He shrugged. ‘I’ve no idea.’

‘But presuming she did, what would happen next? What action would the police take?’

‘I think it would depend on the evidence she produced. I imagine it’s pretty thin but, if she did convince them, then her statement would be sent on to the office of the Director of Public Prosecutions with whatever comments the police felt were warranted, together with the results of any enquiries they may have instituted. It would be up to the Public Prosecutor then.’

‘And what happens when they discover I’ve fled the country?’ I was remembering the Special Branch man’s instructions to notify the nearest police station of any change of address. They would almost certainly trace me to Balkaer and question the Kerrisons. I was angry with him then, feeling he was using me. Fleeing the country was the most damning thing I could have done.

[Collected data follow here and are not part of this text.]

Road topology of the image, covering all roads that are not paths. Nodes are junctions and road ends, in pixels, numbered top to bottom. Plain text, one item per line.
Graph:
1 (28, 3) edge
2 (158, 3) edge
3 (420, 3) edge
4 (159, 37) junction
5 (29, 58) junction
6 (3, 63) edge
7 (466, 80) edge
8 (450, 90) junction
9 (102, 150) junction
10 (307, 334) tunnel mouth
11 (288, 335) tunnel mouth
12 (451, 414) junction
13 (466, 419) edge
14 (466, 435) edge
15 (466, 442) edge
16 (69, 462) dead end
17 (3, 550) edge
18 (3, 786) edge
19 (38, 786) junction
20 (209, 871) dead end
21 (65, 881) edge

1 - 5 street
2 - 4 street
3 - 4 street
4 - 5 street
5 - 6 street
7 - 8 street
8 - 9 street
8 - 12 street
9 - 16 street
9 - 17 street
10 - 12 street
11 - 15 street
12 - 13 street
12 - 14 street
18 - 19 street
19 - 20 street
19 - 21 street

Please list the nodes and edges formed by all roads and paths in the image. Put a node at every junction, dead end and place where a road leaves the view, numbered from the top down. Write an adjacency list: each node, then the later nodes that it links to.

‘They may notify Interpol,’ he said. ‘But by the time they’ve traced you to Gibraltar we’ll almost certainly be at sea. Forget about it,’ he added. ‘If we find that tanker waiting for us out there by the Selvagens, then that part of
your story will be confirmed. Once they believe that, they’ll believe the rest.’

I had to accept that, since it was my only hope, but I should have stayed. I should have faced her accusations, reiterating the truth of what had happened. Instead, I had run away at the instigation of this ruthless bastard who was only interested in finding the missing tankers and saving his friend’s skin. If I’d had any guts I’d have walked off the boat then and there and taken the next plane back to London. But I didn’t. I stayed on board and each day I listened to the BBC news, waiting, always waiting to hear my name mentioned.

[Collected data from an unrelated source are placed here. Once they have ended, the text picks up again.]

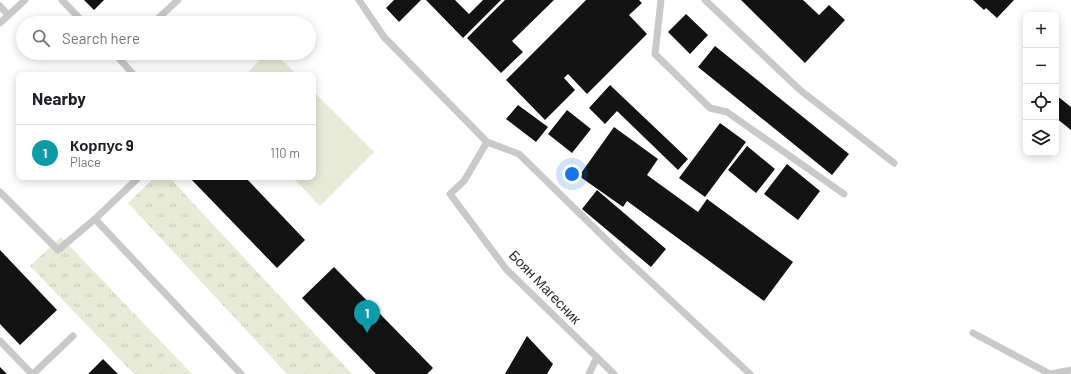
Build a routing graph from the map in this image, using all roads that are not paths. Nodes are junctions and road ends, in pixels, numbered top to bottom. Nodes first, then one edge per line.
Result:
1 (25, 0) edge
2 (62, 0) edge
3 (178, 0) edge
4 (359, 0) edge
5 (661, 0) edge
6 (705, 0) edge
7 (0, 6) edge
8 (8, 15) junction
9 (77, 16) edge
10 (161, 16) edge
11 (0, 23) edge
12 (122, 60) edge
13 (132, 72) edge
14 (487, 142) junction
15 (894, 163) dead end
16 (136, 180) edge
17 (0, 192) edge
18 (844, 194) dead end
19 (95, 219) junction
20 (973, 333) dead end
21 (73, 336) dead end
22 (0, 341) edge
23 (597, 357) junction
24 (1071, 370) edge
25 (32, 374) edge
26 (241, 374) edge
27 (589, 374) edge
28 (614, 374) edge
29 (750, 374) edge
30 (1050, 374) edge

1 - 8 lane
2 - 9 lane
3 - 10 lane
4 - 14 lane
5 - 18 lane
6 - 15 lane
7 - 8 lane
8 - 11 lane
12 - 13 lane
14 - 23 lane, Боян Магесник
14 - 29 lane
16 - 19 lane
17 - 19 lane
19 - 26 lane
20 - 30 lane
21 - 25 lane
22 - 25 lane
23 - 27 lane
23 - 28 lane, Боян Магесник
24 - 30 lane

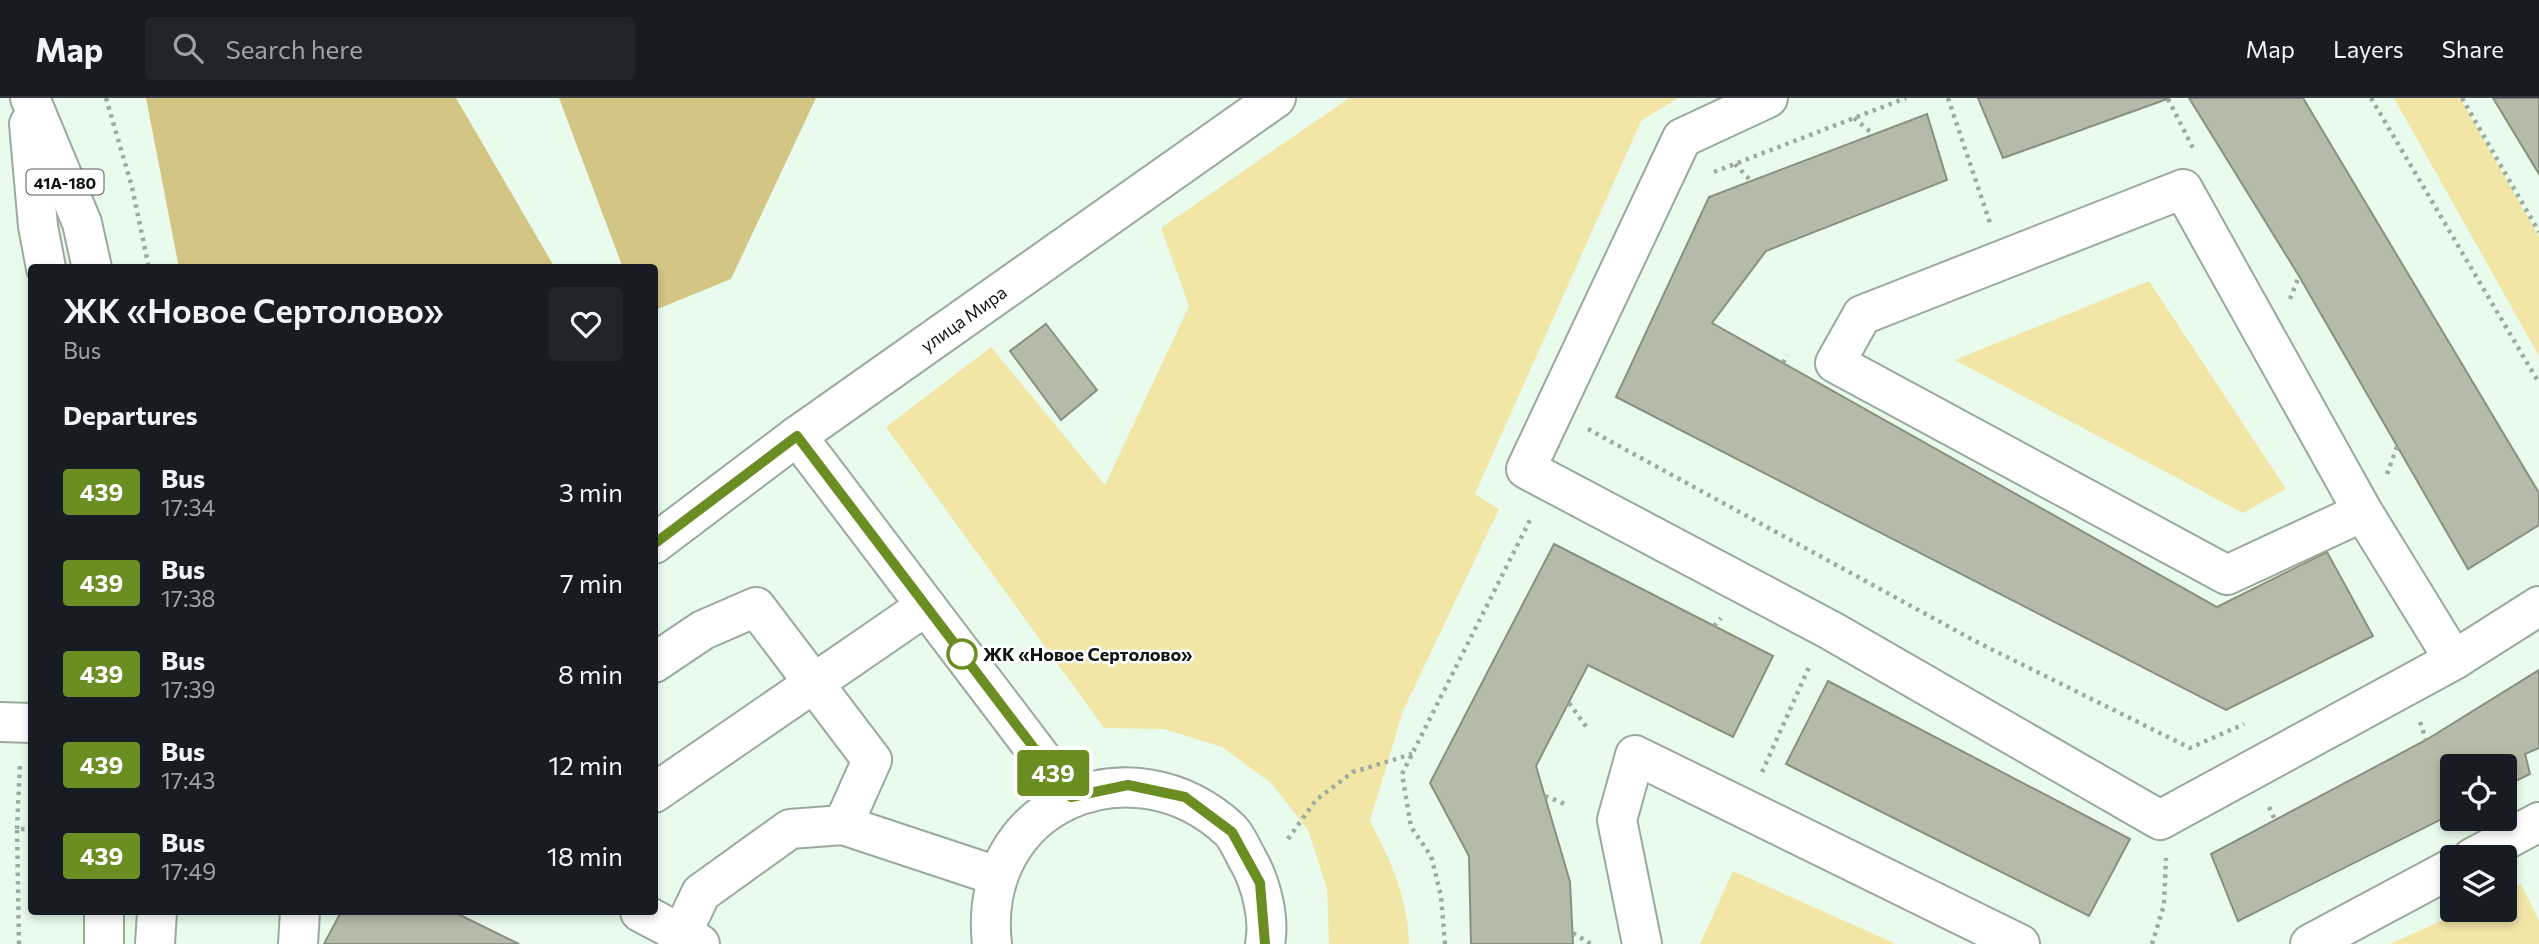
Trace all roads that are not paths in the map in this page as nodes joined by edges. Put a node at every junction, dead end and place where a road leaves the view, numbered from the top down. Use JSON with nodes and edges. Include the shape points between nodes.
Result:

We sailed for the Selvagens on Saturday, February 6. It was just six days since the Kerrisons had driven me into Penzance to catch the Brittany ferry, seventeen days since the
Aurora B
had left her bolt-hole in the Musandam Peninsula. ‘She’ll be about halfway,’ Saltley said. ‘Just rounding the Cape probably.’ We were standing at the chart table, the boat heeled over as we ploughed our way through the Straits, thrashing to windward with the bows slamming and sheets of spray hitting the mains’l with a noise like gunshot. ‘That is, if she’s steaming at full speed. Pity we’ve lost that levanter.’ He smiled at me, looking more like a gnome than ever in his bulky oilskins. ‘Hope you’re a good sailor. It could be a hard beat.’

Only the previous day the wind had gone round to the south-west and now it was blowing force 5 to 6, a dead-noser, for it was south-west we needed to go. ‘I had reckoned on reaching the islands in less than six days, which would make it Day Twenty-two of the
Aurora B
’s voyage. But if it’s going to go on blowing from the south-west we’ll be increasing our miles through the water considerably. It could make a difference of two or three days.’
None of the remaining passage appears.